The Phenomenon of Climate Change

By Dr. Romulo Bautista
Chief Consultant,
Ethical Development Strategies Philippines, Inc.

Climate change has become a global concern because of its threat to the very existence of humankind.

The threat comes from global warming caused by gas emissions that originate from the burning of fossil fuels in many highly industrialized countries, notably the so-called Group of 7 led by USA and the so-called BRIC Group (Brazil, Russia, India & China); as well as from other forms of environmental destruction (e.g. rampant deforestation) due to lack of stricter environmental standards and/or lack of firmer enforcement of stricter environmental standards in poor countries of the third world.

For instance, the lack of stricter environmental standards compounded by lack of stricter enforcement was evident in the Philippines during Typhoon Ondoy and Typhoon Pedring that caused massive damage to properties and massive loss of human lives. After those disastrous and catastrophic typhoons, climate change is now a growing national concern in the Philippines.

Phenomena of Climate Change

Climate change has two phenomena. For lack of adequate descriptions, one phenomenon might be described as “natural and constructive”, which is intrinsic in the nature of existing realities and is regulated by the laws of nature. The other phenomenon might be described as “man-caused and destructive”, which is extrinsic to the nature of realities and is regulated by ethical laws legislated by man.

The Kyoto Protocol on “Man-Made” Climate Change

In 1997, industrialized countries agreed on the Kyoto Protocol, which
includes provisions that curtail the use of energy in rich countries and demand stricter environmental standards, requiring all industrialized countries to abide by it, the moral and ethical argument being that the burden lies with them in all these years of economic industrial expansions. The industrialized countries, except for the USA, signed the said Protocol.
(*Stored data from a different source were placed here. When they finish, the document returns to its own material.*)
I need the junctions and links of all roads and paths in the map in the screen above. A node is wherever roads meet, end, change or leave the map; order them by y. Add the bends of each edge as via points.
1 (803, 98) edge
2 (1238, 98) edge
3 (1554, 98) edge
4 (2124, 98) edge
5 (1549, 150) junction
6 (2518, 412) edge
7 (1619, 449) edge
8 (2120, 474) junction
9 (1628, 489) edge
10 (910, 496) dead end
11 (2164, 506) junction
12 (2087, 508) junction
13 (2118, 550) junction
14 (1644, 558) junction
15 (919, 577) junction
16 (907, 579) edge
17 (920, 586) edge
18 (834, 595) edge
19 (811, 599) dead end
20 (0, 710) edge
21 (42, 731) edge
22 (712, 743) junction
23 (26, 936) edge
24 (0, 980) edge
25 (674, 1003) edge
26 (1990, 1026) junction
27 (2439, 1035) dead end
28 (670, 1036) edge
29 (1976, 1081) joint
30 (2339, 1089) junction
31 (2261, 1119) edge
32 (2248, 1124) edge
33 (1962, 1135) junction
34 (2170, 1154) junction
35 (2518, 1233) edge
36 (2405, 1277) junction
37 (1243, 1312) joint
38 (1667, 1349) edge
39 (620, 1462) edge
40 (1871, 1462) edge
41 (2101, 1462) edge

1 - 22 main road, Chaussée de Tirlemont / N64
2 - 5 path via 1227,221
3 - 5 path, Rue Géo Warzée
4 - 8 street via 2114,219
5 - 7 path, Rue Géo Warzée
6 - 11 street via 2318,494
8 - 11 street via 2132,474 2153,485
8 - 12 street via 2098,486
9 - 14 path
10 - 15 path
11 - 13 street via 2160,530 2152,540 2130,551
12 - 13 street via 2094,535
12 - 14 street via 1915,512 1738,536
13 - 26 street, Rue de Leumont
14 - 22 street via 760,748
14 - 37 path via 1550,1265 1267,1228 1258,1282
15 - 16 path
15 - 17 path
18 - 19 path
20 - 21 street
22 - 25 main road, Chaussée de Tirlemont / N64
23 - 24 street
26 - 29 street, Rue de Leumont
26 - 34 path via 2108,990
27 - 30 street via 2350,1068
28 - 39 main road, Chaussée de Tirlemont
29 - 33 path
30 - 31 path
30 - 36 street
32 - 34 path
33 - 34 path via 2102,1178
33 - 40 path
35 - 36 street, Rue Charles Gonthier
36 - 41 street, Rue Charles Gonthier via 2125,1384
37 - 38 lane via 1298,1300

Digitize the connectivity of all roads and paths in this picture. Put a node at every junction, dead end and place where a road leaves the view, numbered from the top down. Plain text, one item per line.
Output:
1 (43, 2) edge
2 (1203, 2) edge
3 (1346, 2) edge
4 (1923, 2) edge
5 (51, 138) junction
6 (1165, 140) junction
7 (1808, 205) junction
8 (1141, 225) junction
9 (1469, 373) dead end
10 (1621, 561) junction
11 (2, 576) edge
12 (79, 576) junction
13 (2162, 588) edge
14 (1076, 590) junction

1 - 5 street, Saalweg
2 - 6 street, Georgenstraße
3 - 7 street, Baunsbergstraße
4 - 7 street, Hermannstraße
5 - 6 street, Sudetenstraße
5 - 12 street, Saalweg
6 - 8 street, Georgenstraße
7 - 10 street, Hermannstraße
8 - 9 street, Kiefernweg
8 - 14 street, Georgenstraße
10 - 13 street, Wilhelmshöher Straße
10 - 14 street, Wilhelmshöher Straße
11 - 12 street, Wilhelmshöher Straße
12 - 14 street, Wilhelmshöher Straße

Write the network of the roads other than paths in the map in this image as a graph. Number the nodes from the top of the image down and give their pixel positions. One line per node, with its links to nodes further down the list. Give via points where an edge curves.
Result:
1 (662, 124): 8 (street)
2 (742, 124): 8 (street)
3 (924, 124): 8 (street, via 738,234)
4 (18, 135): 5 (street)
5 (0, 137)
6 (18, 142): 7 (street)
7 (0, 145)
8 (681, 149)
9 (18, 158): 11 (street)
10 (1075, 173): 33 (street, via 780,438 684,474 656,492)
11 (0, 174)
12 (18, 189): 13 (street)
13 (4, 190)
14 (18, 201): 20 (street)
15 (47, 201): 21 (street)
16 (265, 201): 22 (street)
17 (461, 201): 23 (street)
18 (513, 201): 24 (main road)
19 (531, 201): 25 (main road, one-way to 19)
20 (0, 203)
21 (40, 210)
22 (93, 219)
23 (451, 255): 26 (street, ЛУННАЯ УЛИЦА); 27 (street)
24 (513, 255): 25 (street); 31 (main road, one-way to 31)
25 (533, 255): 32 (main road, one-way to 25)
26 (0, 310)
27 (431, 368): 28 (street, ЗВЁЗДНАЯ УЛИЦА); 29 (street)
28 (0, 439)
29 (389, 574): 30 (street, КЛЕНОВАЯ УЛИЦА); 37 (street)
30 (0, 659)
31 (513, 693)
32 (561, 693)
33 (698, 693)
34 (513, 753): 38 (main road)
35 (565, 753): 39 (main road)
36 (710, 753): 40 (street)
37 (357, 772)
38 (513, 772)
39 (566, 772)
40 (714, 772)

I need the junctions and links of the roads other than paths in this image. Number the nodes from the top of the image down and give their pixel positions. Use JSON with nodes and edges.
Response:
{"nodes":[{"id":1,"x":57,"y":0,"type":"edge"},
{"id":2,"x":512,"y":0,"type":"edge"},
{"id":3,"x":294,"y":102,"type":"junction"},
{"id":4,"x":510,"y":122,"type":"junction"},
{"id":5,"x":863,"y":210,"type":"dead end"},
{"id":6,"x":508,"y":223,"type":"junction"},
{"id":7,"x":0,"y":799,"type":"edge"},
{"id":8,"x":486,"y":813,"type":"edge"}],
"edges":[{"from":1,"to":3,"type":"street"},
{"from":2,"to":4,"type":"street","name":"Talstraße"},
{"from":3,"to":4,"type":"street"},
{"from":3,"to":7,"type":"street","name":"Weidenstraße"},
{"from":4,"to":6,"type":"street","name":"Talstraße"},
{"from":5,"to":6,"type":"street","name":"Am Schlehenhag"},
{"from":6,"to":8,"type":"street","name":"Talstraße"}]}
The Kyoto Protocol, in effect, provides the international ethical standard on climate change, as it acknowledges and affirms the harmful effects of industrialization to the environment, and that no amount of economic wealth creation can ever morally justify the dangers from “destructive man-made” climate change.

The sad reality is that the “man-caused” climate change affects alike the industrialized rich countries and the poor countries in the third world, such as the Philippines. The Philippine experience from rampant disregard of stricter environmental standards that resulted into massive disasters and catastrophes upon thousands of Filipinos during Typhoon Ondoy and Typhoon Pedring, makes it imperative for government and all concerned to set up stricter environmental standard.

Impacts of “Man-made” Climate Change

The “man-caused” climate change is already transforming life on
Mother Earth. Around the world, seasons are shifting, temperatures are climbing and sea levels are rising. If we do not act now, the “man-caused” climate change will permanently alter the lands and waters we all depend upon for survival.

Depending on where we live now on earth, the following are some of the most noted dangerous consequences of “man-caused” climate change:

• Higher temperatures
• Changing landscapes
• Wildlife at risk
• Rising seas
• Increased risk of drought, fire and floods
• Stronger storms and increased storm damages
• More heat-related illness and diseases
• Economic losses

The above consequences of “man-made” climate change are increasingly noted and experienced in Davao City and elsewhere in the Mindanao Area, but especially in the Luzon Area of the Philippines

According to the world-wide research studies of The Nature Conservancy, “there are 3 billion people who live in poverty around the world that will be hardest hit by climate change. The poor are more dependent on natural resources and have less of an ability to adapt to a changing climate. Diseases, declining crop yields and natural disasters are just a few of the impacts of climate change that could devastate the world’s most vulnerable communities. The world poorest are also the least responsible to climate change.”